Disney's Iger looks to future blend of delivery platforms

Disney CEO Robert Iger said he doesn't want to repeat the mistake of the music industry by ignoring the clout of more empowered consumers. "Consumers have more power in how they access media," Iger said.
Written by Dan Farber, Inactive

Disney CEO Robert Iger said he doesn't want to repeat the mistake of the music industry by ignoring the clout of more empowered consumers. "Consumers have more power in how they access media," Iger said. "We have to pay attention to that. It's obvious the music industry didn't pay enough attention, and had a substantial reduction in revenue and increased piracy."
D co-host Kara Swisher asked Iger if in the Internet age of more empowered consumers, the network affiliates, Wal-Mart, cables companies, writers and actors who work with Disney and other networks will be less empowered.

"A lot of people are troubled by a traditional content company moving to new platform. Affiliates may end up with opportunity they never had before," Iger said. Ten ABC affiliates have been set up to stream ABC program content within their frame, and to sell ads around it. ABC sell the ads within the programming, Iger said. Disney is also talking to Comcast about showing the same ABC television programming, such as "Desperate Housewives," on comcast.net or in a video on demand environment. Iger said he doesn't expect to stream ESPN's entire service in a bypassed manner (satellite and cable fees are substantial, as Comcasts' steven Burke pointed out), but some content will be available, such as on espn.com and via mobile services.

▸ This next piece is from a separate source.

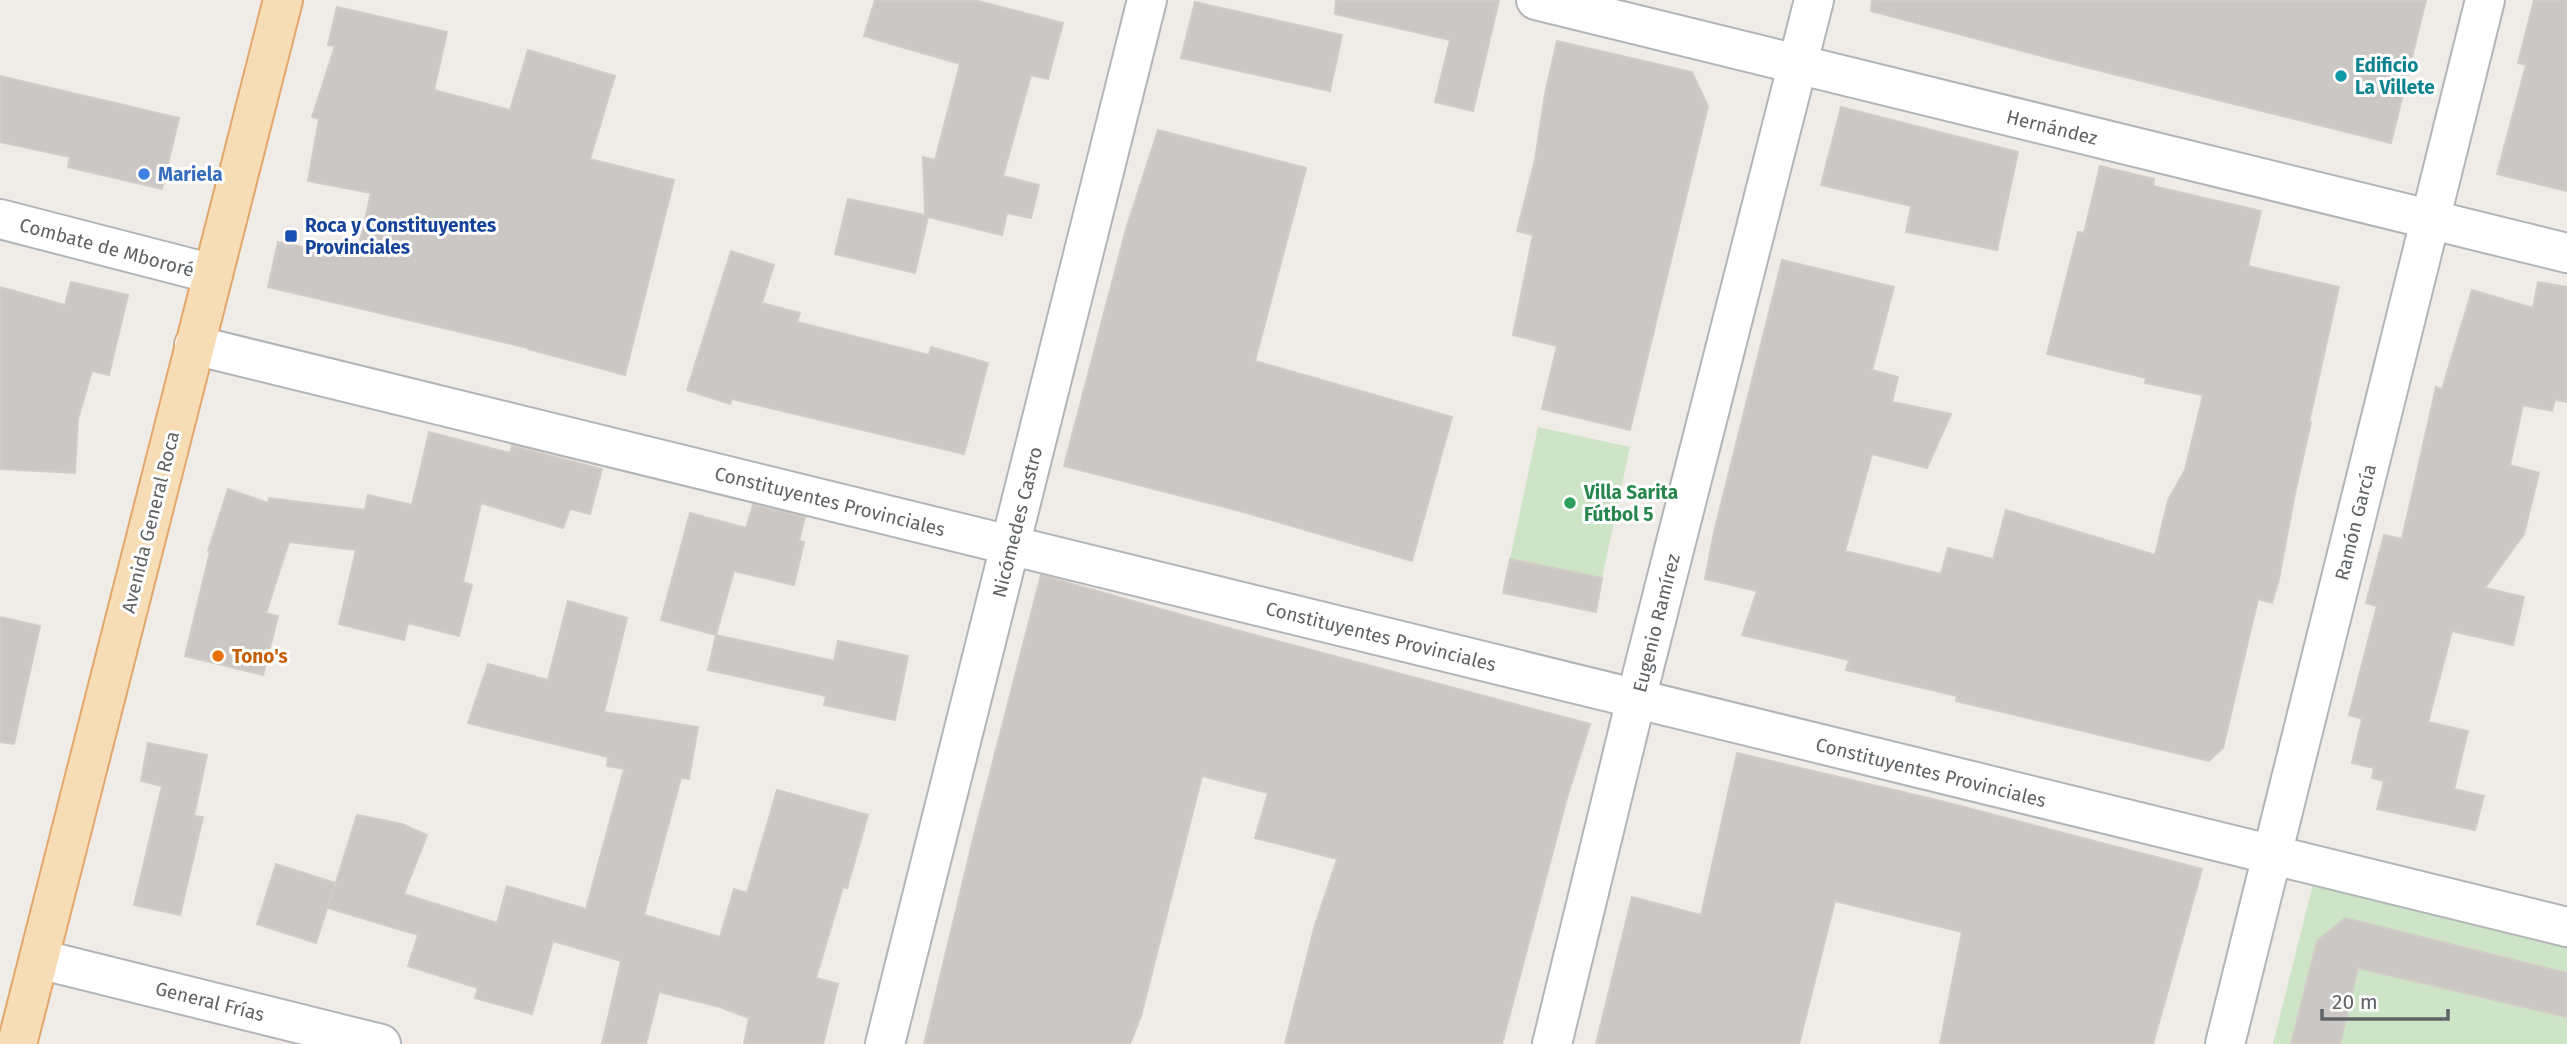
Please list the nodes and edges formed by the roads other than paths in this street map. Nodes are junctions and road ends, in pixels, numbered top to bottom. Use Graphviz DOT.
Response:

Iger's goal is to have a blend of business models and be platform agnostic. Getting all the parties to agree to models is another story. "We have a lot of mouths to feed. When there is an increase in media consumption, you just have to find ways to track consumption and share revenues....In the end it will work out because it's in the best interest of all creators."
Disney is focused on building its brands as a differentiator, not in aggregating lots of external content or user generated content. "User generated content doesn't hold a candle to professionally generated content," Iger said. "It's fascinating...there's nothing wrong with it...but it's not our primary business."

Iger noted that during his stint at ABC, he greenlighted what become the first hit show with user generated content--"America's Home Videos"--which beats 60 Minutes in the ratings game on Sunday nights. He also noted that about a quarter of the 40 million people who go to Disney theme parks every year have video cameras, and Disney could potentially turn that into fodder for Disney.com, which he said is the company's network of the future--interactive with music, games, shopping, communities, photos and video.

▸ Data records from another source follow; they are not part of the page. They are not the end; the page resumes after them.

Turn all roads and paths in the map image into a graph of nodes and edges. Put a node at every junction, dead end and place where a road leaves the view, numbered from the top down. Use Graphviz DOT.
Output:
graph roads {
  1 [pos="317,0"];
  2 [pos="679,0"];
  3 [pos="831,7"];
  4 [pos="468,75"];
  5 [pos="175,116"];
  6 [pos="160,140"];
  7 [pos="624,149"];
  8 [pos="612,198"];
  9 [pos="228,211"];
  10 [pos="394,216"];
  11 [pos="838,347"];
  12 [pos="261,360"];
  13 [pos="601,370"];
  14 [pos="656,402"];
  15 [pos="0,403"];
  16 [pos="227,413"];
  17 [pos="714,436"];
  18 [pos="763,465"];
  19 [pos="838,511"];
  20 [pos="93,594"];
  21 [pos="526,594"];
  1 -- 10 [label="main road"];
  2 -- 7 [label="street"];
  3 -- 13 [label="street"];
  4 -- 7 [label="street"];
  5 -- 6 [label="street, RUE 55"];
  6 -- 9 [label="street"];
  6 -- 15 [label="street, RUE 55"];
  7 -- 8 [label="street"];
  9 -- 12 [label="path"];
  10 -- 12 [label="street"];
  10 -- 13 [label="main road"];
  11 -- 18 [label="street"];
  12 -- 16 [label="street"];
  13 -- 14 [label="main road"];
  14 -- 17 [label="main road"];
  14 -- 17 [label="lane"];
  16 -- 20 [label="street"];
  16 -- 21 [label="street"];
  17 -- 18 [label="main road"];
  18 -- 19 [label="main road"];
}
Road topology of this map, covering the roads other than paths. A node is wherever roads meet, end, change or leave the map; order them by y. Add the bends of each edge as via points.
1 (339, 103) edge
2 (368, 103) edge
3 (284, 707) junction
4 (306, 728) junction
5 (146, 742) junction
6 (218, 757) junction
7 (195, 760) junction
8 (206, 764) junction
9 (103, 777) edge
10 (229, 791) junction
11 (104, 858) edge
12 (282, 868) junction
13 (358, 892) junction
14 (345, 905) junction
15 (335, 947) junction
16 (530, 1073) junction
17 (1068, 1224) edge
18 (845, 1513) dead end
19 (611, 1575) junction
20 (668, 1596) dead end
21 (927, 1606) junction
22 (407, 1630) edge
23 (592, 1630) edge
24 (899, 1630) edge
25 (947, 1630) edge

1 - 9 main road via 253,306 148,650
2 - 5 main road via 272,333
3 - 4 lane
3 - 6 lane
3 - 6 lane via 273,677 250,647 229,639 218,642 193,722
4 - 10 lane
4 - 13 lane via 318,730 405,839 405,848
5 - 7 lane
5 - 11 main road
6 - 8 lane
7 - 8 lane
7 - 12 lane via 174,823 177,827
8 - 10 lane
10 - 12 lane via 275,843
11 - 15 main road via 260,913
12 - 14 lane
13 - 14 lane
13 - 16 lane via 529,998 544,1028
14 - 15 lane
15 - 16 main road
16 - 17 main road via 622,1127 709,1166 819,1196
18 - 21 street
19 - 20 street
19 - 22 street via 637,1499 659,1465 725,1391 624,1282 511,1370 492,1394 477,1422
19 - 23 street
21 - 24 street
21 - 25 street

Iger is confident that the three main Disney properties--ABC, ESPN and Disney--can play what he called a "quality branded content game." He said the TV platform is great platform for mass consumption, generating $3 billion in revenue, which can be used to support the creation of more content that Disney owns and that exploits content on multiple platforms, devices and territories around the world. "It's hard to start a hit on the Internet, not that it can't be done," Iger said. He explained that brands like Amazon, eBay, Yahoo and Google were created relatively quickly, but that traditional platforms have a similar ability to create brands and should not be counted out. "We'll see continued fragmentation, with consumers with more kinds of devices."

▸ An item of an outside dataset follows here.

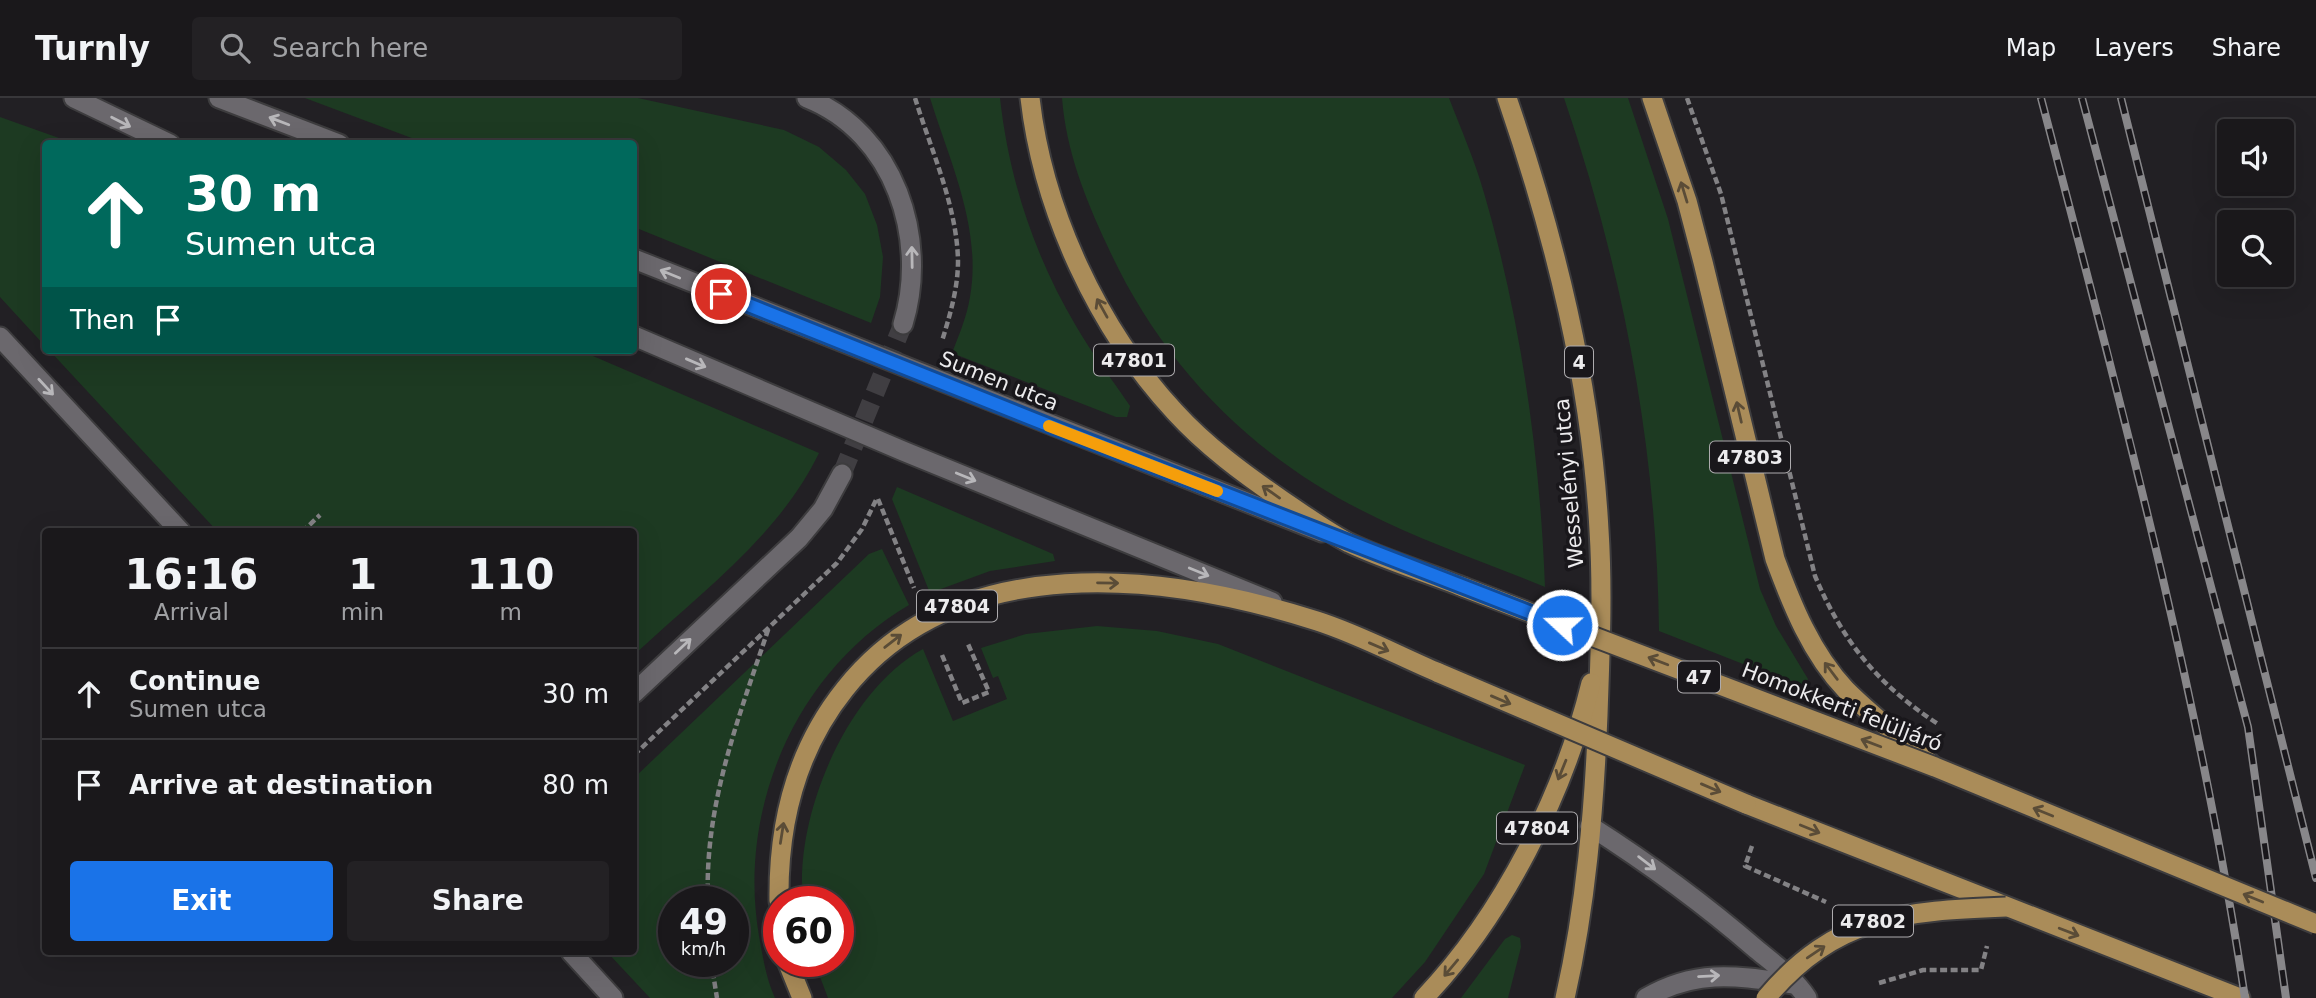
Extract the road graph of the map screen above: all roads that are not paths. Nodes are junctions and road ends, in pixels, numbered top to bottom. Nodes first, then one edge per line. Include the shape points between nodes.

Iger isn't willing to allow consumer to have it their way, however, releasing movies in theatres, DVD and on demand simultaneously. "Watching the Pirates of the Carribean on a big screen is great experience,"  Iger said, and  Disney theatrical releases won't  be available for immediate download. The theatre experience will be improved by digital technologies, but so will the home theatre experience.

Over time, competition in the market will drive toward more simultaneous release.

Iger was asked about board member and largest Disney shareholder Steve Jobs. He was duly circumspect in his answer, saying that he turns to Jobs on a fairly regular basis for advice, and that the Apple Chairman and CEO is enthusiastic about the potential for Disney.